Work order
Each line containing the string "Skeaping" should be copied out of the entries.

......

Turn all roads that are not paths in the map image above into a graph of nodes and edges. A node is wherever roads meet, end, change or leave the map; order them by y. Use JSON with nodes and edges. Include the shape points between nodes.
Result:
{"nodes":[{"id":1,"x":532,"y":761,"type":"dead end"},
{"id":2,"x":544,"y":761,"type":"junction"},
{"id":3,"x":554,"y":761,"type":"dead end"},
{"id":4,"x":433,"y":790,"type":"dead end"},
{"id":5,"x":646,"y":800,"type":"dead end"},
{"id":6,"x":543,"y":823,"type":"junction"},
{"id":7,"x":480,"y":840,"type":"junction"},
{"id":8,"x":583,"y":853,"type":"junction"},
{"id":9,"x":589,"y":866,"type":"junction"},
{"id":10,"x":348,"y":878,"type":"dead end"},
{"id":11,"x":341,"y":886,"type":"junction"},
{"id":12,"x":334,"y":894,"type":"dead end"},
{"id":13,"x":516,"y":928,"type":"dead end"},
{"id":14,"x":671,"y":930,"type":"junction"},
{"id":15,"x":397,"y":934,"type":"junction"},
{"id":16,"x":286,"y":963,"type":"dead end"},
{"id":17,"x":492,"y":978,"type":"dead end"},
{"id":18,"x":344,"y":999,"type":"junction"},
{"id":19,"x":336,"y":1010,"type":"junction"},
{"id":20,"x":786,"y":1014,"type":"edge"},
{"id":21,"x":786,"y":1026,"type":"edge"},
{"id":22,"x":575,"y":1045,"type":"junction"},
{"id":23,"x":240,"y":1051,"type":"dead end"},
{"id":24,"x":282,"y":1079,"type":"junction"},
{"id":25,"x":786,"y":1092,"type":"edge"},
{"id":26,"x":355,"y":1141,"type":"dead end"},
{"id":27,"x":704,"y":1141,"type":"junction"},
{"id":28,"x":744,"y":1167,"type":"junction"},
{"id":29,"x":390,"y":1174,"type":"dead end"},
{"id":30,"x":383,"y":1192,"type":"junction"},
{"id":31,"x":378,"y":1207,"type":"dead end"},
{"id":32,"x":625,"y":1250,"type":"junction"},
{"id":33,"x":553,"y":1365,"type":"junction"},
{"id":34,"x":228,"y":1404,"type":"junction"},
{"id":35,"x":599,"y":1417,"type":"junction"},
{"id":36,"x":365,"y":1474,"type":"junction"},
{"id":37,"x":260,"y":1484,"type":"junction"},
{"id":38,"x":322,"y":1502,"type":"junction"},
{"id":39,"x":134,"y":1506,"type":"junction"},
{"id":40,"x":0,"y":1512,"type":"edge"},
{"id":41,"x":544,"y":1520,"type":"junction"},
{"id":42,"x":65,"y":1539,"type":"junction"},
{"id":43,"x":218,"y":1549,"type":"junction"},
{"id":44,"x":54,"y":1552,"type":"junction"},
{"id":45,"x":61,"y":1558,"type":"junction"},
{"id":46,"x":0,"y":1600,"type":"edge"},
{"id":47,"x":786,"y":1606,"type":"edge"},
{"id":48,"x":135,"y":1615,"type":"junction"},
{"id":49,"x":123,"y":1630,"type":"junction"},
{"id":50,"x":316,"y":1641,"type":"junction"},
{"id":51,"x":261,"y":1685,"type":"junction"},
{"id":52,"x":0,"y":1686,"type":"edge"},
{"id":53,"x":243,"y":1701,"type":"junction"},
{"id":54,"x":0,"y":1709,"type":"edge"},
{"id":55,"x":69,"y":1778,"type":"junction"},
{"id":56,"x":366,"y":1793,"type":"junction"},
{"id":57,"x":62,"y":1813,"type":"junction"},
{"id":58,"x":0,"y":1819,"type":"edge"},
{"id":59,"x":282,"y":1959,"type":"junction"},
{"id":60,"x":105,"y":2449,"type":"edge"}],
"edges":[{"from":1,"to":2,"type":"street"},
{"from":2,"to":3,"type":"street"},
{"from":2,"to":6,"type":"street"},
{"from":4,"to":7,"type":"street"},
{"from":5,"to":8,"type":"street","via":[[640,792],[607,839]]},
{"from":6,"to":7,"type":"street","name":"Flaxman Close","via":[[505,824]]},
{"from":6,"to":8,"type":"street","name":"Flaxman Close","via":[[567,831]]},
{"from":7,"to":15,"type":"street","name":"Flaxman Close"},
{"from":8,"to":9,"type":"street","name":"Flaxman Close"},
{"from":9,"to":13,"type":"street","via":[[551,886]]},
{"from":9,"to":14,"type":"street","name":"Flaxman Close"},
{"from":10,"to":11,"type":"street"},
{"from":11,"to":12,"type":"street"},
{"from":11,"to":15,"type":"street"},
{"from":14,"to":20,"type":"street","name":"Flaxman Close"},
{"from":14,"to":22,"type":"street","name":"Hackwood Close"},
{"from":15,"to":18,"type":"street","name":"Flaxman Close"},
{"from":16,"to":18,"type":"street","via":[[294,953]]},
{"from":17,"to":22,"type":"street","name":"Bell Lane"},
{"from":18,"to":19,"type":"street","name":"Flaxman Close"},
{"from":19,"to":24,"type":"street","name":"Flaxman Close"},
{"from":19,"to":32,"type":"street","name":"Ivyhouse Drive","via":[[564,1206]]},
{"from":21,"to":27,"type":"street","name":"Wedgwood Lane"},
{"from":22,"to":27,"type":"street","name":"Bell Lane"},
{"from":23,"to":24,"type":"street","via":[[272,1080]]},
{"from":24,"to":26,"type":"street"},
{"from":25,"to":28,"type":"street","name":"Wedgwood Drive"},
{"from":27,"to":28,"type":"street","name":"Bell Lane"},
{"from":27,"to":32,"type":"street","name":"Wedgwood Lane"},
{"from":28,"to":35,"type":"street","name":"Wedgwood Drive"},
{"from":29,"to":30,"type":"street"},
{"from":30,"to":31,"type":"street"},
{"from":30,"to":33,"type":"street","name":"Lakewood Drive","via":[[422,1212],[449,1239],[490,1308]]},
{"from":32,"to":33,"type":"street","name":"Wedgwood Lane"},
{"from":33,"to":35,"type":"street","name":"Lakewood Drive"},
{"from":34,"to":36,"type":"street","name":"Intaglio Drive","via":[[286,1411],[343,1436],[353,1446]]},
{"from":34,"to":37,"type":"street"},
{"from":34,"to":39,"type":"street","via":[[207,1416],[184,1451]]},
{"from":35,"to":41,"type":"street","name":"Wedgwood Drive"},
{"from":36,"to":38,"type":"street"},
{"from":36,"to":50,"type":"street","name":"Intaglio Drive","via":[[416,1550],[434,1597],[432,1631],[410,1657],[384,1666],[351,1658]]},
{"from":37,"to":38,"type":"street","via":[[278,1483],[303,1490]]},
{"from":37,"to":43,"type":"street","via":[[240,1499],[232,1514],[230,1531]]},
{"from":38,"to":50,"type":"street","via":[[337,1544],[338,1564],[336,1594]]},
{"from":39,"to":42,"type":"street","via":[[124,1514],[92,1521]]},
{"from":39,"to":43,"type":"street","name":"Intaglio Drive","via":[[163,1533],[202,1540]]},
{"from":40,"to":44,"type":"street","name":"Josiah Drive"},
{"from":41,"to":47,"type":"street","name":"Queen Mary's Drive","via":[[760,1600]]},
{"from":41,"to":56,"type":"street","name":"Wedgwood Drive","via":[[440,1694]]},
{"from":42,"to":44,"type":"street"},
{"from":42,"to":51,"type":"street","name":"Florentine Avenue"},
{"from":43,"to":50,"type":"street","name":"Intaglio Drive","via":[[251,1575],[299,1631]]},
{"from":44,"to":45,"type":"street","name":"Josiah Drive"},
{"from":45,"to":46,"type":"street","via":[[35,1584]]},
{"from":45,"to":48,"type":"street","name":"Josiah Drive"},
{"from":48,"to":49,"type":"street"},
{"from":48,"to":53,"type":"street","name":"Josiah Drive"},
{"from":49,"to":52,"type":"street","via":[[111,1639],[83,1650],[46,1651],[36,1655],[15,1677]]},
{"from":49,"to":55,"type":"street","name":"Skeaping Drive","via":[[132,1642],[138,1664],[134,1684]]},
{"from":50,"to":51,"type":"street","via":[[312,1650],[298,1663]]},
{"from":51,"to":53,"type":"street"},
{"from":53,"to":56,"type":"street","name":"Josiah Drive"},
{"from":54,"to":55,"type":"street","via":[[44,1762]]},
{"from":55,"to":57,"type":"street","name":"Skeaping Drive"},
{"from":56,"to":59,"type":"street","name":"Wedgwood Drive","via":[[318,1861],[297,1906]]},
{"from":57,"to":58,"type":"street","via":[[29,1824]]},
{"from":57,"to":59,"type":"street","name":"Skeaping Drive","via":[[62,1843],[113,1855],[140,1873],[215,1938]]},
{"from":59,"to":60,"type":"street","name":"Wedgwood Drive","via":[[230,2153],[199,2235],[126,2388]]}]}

......

Result of the task
{"from":49,"to":55,"type":"street","name":"Skeaping Drive","via":[[132,1642],[138,1664],[134,1684]]},
{"from":55,"to":57,"type":"street","name":"Skeaping Drive"},
{"from":57,"to":59,"type":"street","name":"Skeaping Drive","via":[[62,1843],[113,1855],[140,1873],[215,1938]]},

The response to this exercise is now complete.